Their "charging this way and that" fulfills a basic definition of war: To win, one needs soldiers and soldiers need weapons and once they have those weapons they use them with little regard for or understanding of what government higher ups, generals or drug corporation capos are doing or thinking. But "war" as historians describe conflicts like the Civil War, the world wars, the War of the Roses—even the "Indian wars"—involve location, armies, ideologies. Joaquín Guzmán—El Chapo—the now imprisoned head of the so-called Sinaloa Cartel and according to Forbes magazine one of the world's richest men at the time of his arrest, made it clear that he did not want—or need—to overthrow the government, he simply desired to run his businesses unimpeded by the military or militarized police.

Like El Chapo's Sinaloa Cartel the drug corporations have created nations within a nation that in many aspects (investment, trade, communication, transportation, defense) parallel Mexico's federal government.
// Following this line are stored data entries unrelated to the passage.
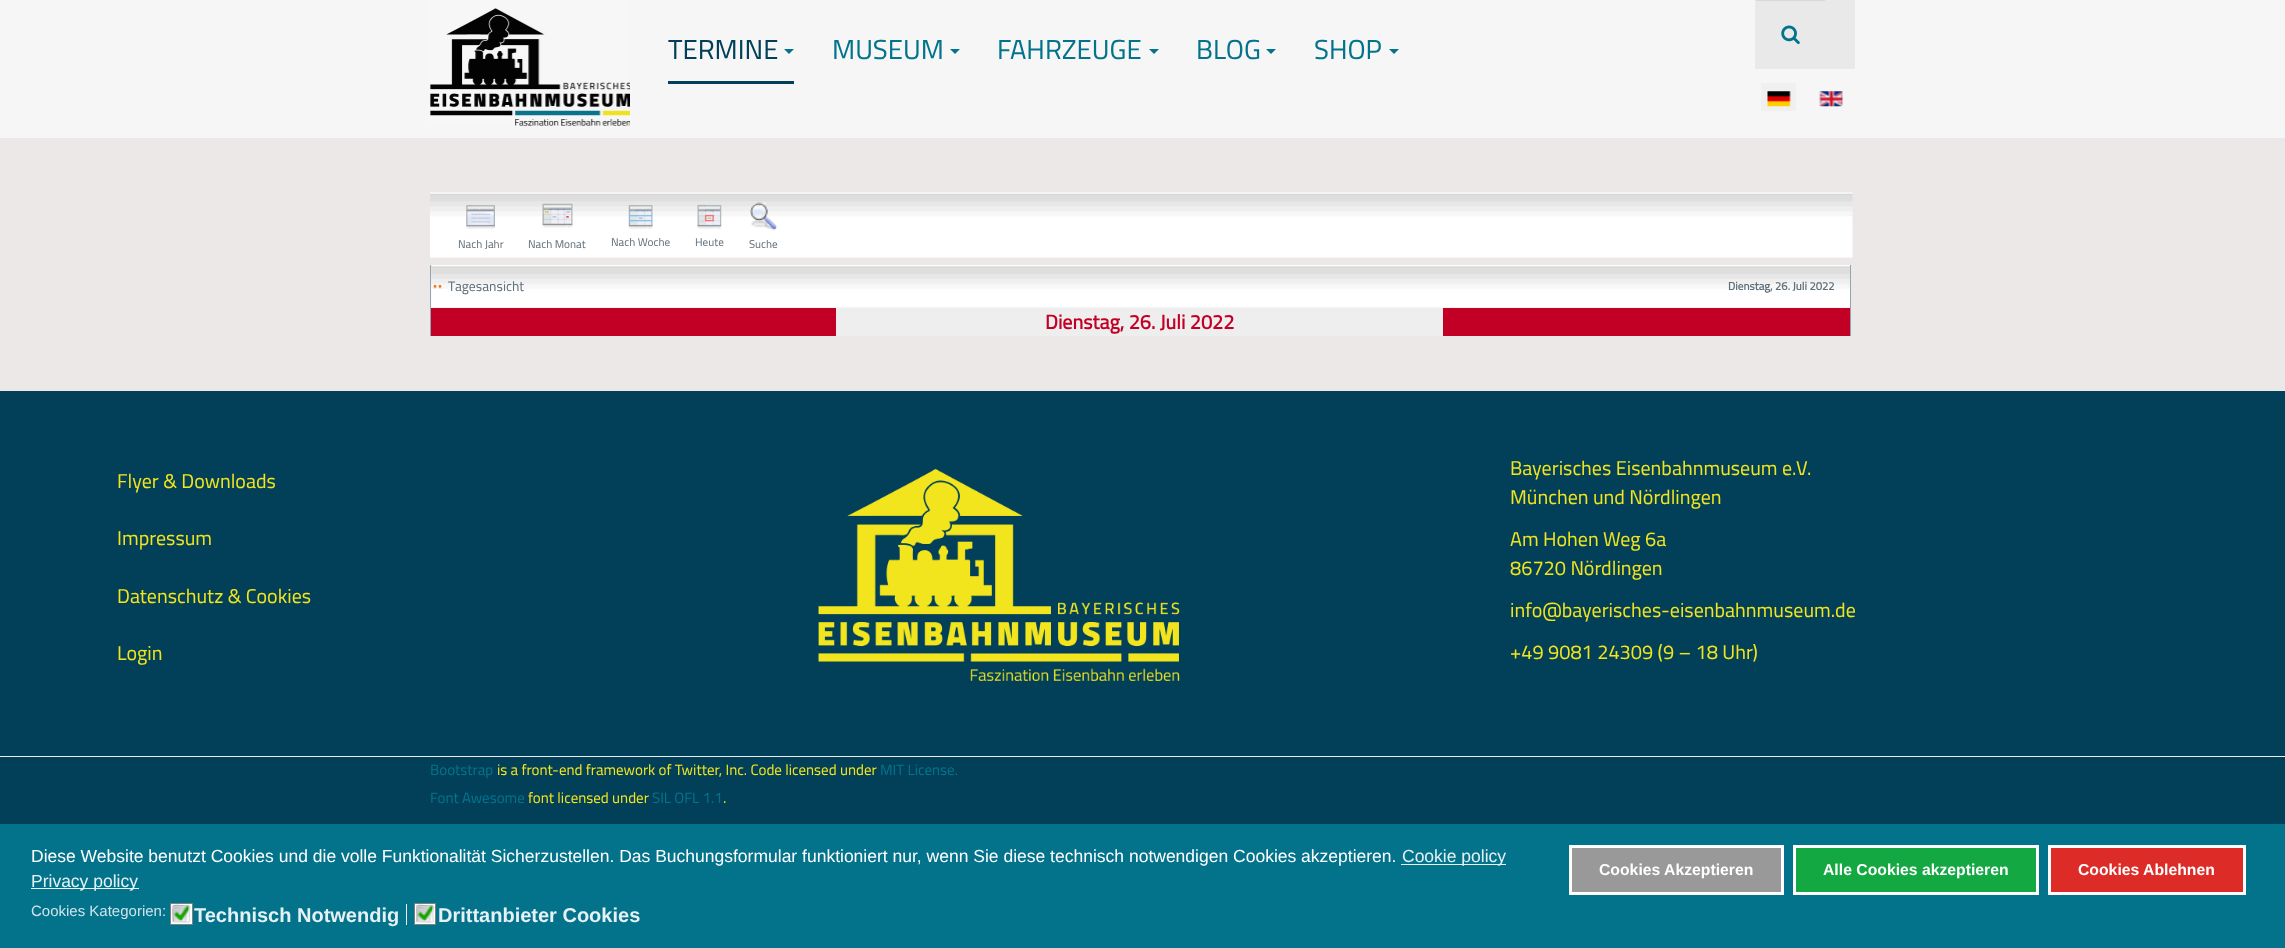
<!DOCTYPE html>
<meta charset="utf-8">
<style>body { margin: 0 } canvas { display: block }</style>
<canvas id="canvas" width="2285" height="948"></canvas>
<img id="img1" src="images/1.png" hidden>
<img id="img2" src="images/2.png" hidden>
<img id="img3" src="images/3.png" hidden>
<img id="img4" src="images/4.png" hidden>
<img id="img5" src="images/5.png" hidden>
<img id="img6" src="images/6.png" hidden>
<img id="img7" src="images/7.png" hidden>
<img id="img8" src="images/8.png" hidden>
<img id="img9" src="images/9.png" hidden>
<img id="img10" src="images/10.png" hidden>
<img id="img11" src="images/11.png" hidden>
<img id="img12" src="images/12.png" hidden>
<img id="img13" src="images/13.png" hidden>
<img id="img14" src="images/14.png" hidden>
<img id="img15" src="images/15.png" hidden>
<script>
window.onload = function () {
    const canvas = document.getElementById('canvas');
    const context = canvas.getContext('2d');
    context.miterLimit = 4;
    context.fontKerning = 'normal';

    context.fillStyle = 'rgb(237, 232, 232)';
    context.fillRect(0, 0, 2285, 948);
    context.fillStyle = 'rgb(246, 246, 246)';
    context.fillRect(0, 0, 2285, 138);
    context.drawImage(document.getElementById('img1'), 430, 0, 200, 126);
    context.fillStyle = 'rgb(233, 233, 233)';
    context.fillRect(1755, 0, 100, 69);
    context.fillStyle = 'rgb(216, 216, 216)';
    context.fillRect(1756, 0, 69, 1);
    context.drawImage(document.getElementById('img2'), 1781, 25, 19, 20);
    context.fillStyle = 'rgb(240, 240, 240)';
    context.fillRect(1761, 83, 35, 28);
    context.drawImage(document.getElementById('img3'), 1767, 91, 24, 16);
    context.drawImage(document.getElementById('img4'), 1819, 91, 24, 16);
    context.fillStyle = 'rgb(2, 64, 89)';
    context.fillRect(668, 81, 126, 3);
    context.fillStyle = 'rgb(3, 115, 140)';
    context.beginPath();
    context.moveTo(784, 49);
    context.lineTo(794, 49);
    context.lineTo(789, 54);
    context.closePath();
    context.fill();
    context.beginPath();
    context.moveTo(950, 49);
    context.lineTo(960, 49);
    context.lineTo(955, 54);
    context.closePath();
    context.fill();
    context.beginPath();
    context.moveTo(1149, 49);
    context.lineTo(1159, 49);
    context.lineTo(1154, 54);
    context.closePath();
    context.fill();
    context.beginPath();
    context.moveTo(1266, 49);
    context.lineTo(1276, 49);
    context.lineTo(1271, 54);
    context.closePath();
    context.fill();
    context.beginPath();
    context.moveTo(1389, 49);
    context.lineTo(1399, 49);
    context.lineTo(1394, 54);
    context.closePath();
    context.fill();
    context.drawImage(document.getElementById('img5'), 430, 192, 1423, 66);
    context.drawImage(document.getElementById('img6'), 466, 205, 29, 24);
    context.drawImage(document.getElementById('img7'), 542, 203, 31, 25);
    context.drawImage(document.getElementById('img8'), 628, 205, 25, 24);
    context.drawImage(document.getElementById('img9'), 697, 204, 25, 25);
    context.drawImage(document.getElementById('img10'), 750, 202, 27, 29);
    context.fillStyle = 'rgb(149, 165, 173)';
    context.fillRect(1850, 265, 1, 71);
    context.fillRect(430, 265, 1, 71);
    context.drawImage(document.getElementById('img11'), 431, 265, 1419, 43);
    context.drawImage(document.getElementById('img12'), 433, 284, 9, 5);
    context.fillStyle = 'rgb(194, 0, 37)';
    context.fillRect(431, 308, 1419, 28);
    context.fillStyle = 'rgb(238, 238, 238)';
    context.fillRect(836, 308, 607, 28);
    context.fillStyle = 'rgb(2, 64, 89)';
    context.fillRect(0, 391, 2285, 433);
    context.drawImage(document.getElementById('img13'), 818, 468, 362, 213);
    context.fillStyle = 'rgb(238, 238, 238)';
    context.fillRect(0, 756, 2285, 1);
    context.fillStyle = 'rgb(3, 115, 140)';
    context.fillRect(0, 824, 2285, 124);
    context.fillStyle = 'rgb(230, 241, 244)';
    context.fillRect(1401, 864, 105, 1);
    context.fillRect(31, 888, 108, 1);
    context.fillStyle = 'rgb(153, 153, 153)';
    context.beginPath();
    context.rect(1570.5, 846.5, 212, 47);
    context.fill();
    context.strokeStyle = 'rgb(255, 255, 255)';
    context.lineWidth = 3;
    context.stroke();
    context.fillStyle = 'rgb(20, 168, 66)';
    context.beginPath();
    context.rect(1794.5, 846.5, 243, 47);
    context.fill();
    context.stroke();
    context.fillStyle = 'rgb(221, 43, 39)';
    context.beginPath();
    context.rect(2049.5, 846.5, 195, 47);
    context.fill();
    context.stroke();
    context.fillStyle = 'rgb(255, 255, 255)';
    context.beginPath();
    context.roundRect(170.5, 903.5, 22, 21, 0.5);
    context.fill();
    context.strokeStyle = 'rgb(128, 128, 128)';
    context.lineWidth = 1;
    context.stroke();
    context.drawImage(document.getElementById('img14'), 172, 905, 19, 18);
    context.beginPath();
    context.moveTo(189, 906);
    context.lineTo(189.5, 914);
    context.bezierCurveTo(189.5, 924, 191.5, 922, 181, 922);
    context.lineTo(173.5, 921.5);
    context.strokeStyle = 'rgb(220, 221, 222)';
    context.lineWidth = 1.2;
    context.stroke();
    context.beginPath();
    context.moveTo(173.5, 921.5);
    context.lineTo(173, 914);
    context.bezierCurveTo(173, 903.5, 171, 905.5, 181, 905.5);
    context.lineTo(189, 906);
    context.strokeStyle = 'rgb(179, 179, 179)';
    context.stroke();
    context.fillStyle = 'rgb(230, 241, 244)';
    context.fillRect(406, 904, 1, 21);
    context.fillStyle = 'rgb(255, 255, 255)';
    context.beginPath();
    context.roundRect(414.5, 903.5, 21, 21, 0.5);
    context.fill();
    context.strokeStyle = 'rgb(128, 128, 128)';
    context.lineWidth = 1;
    context.stroke();
    context.drawImage(document.getElementById('img15'), 416, 905, 19, 18);
    context.beginPath();
    context.moveTo(433, 906);
    context.lineTo(433, 914);
    context.bezierCurveTo(433, 924, 435.5, 922, 425, 922);
    context.lineTo(417, 921.5);
    context.strokeStyle = 'rgb(220, 221, 222)';
    context.lineWidth = 1.2;
    context.stroke();
    context.beginPath();
    context.moveTo(417, 921.5);
    context.lineTo(417, 914);
    context.bezierCurveTo(417, 903.5, 414.5, 905.5, 425, 905.5);
    context.lineTo(433, 906);
    context.strokeStyle = 'rgb(179, 179, 179)';
    context.stroke();
    context.font = '27.5px Cairo';
    context.fillStyle = 'rgb(2, 64, 89)';
    context.fillText('TERMINE', 668, 59);
    context.fillStyle = 'rgb(3, 115, 140)';
    context.fillText('MUSEUM', 832, 59);
    context.fillText('FAHRZEUGE', 997, 59);
    context.fillText('BLOG', 1196, 59);
    context.fillText('SHOP', 1314, 59);
    context.font = '11.25px Cairo';
    context.fillStyle = 'rgb(96, 111, 121)';
    context.fillText('Nach Jahr', 458, 248);
    context.fillText('Nach Monat', 528, 248);
    context.fillText('Nach Woche', 611, 246);
    context.fillText('Heute', 695, 246);
    context.fillText('Suche', 749, 248);
    context.font = '13.75px Cairo';
    context.fillText('Tagesansicht', 448, 291);
    context.font = 'bold 11.25px Cairo';
    context.fillText('Dienstag, 26. Juli 2022', 1728, 290);
    context.font = 'bold 20px Cairo';
    context.fillStyle = 'rgb(194, 0, 37)';
    context.fillText('Dienstag, 26. Juli 2022', 1045, 329);
    context.font = '20px Cairo';
    context.fillStyle = 'rgb(242, 228, 29)';
    context.fillText('Flyer & Downloads', 117, 488);
    context.fillText('Impressum', 117, 545);
    context.fillText('Datenschutz & Cookies', 117, 603);
    context.fillText('Login', 117, 660);
    context.fillText('Bayerisches Eisenbahnmuseum e.V.', 1510, 475);
    context.fillText('München und Nördlingen', 1510, 504);
    context.fillText('Am Hohen Weg 6a', 1510, 546);
    context.fillText('86720 Nördlingen', 1510, 575);
    context.fillText('info@bayerisches-eisenbahnmuseum.de', 1510, 617);
    context.fillText('+49 9081 24309 (9 – 18 Uhr)', 1510, 659);
    context.font = '15px Cairo';
    context.fillStyle = 'rgb(3, 115, 140)';
    context.fillText('Bootstrap', 430, 775);
    context.fillStyle = 'rgb(242, 228, 29)';
    context.fillText('is a front-end framework of Twitter, Inc. Code licensed under', 497, 775);
    context.fillStyle = 'rgb(3, 115, 140)';
    context.fillText('MIT License.', 880, 775);
    context.fillText('Font Awesome', 430, 803);
    context.fillStyle = 'rgb(242, 228, 29)';
    context.fillText('font licensed under', 528, 803);
    context.fillStyle = 'rgb(3, 115, 140)';
    context.fillText('SIL OFL 1.1', 652, 803);
    context.fillStyle = 'rgb(242, 228, 29)';
    context.fillText('.', 723, 803);
    context.font = '17.5px Liberation Sans';
    context.fillStyle = 'rgb(255, 255, 255)';
    context.fillText('Diese Website benutzt Cookies und die volle Funktionalität Sicherzustellen. Das Buchungsformular funktioniert nur, wenn Sie diese technisch notwendigen Cookies akzeptieren.', 31, 862);
    context.fillStyle = 'rgb(230, 241, 244)';
    context.fillText('Cookie policy', 1402, 862);
    context.fillText('Privacy policy', 31, 887);
    context.font = 'bold 15.75px Liberation Sans';
    context.fillStyle = 'rgb(255, 255, 255)';
    context.fillText('Cookies Akzeptieren', 1599, 875);
    context.fillText('Alle Cookies akzeptieren', 1823, 875);
    context.fillText('Cookies Ablehnen', 2078, 875);
    context.font = '15px Liberation Sans';
    context.fillStyle = 'rgb(205, 227, 232)';
    context.fillText('Cookies Kategorien:', 31, 916);
    context.font = 'bold 20px Liberation Sans';
    context.fillStyle = 'rgb(230, 241, 244)';
    context.fillText('Technisch Notwendig', 194, 922);
    context.fillText('Drittanbieter Cookies', 438, 922);
};
</script>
Many who operate within the drug corporations' systems also function as elected or appointed members of federal and state governments. The raids, cateos, ambushes and assaults by military individuals and detachments only minimally affect these overlapping bureaucracies.

A Mexican newspaper cartoonist depicted the "War on Drugs" with an elasticized individual whose arms, wrapped every which way around his body, held narcotics paraphernalia, greenbacks, military orders and a pistol pointed at his astonished and uncomprehending face. "Do I shoot?" he asks.

Some estimates indicate that drug sales bring as much as three times the money into Mexico as petroleum sales or remittances from workers in the United States. Given the amount of income thrust into Mexico's economy, can the country afford to win the "War on Drugs"? The question is not one that either Mexico or the United States has ventured to answer. What is clear, however, is that there is no way that military street actions will stop the flow of cocaine, heroin, crank and designer drugs flowing to millions of consumers in the United States who remain unaffected by cateos, assassinations, Plan Méridas and bribes. As long as there is a market the hydra will keep growing new heads. And the arms manufacturers will prosper.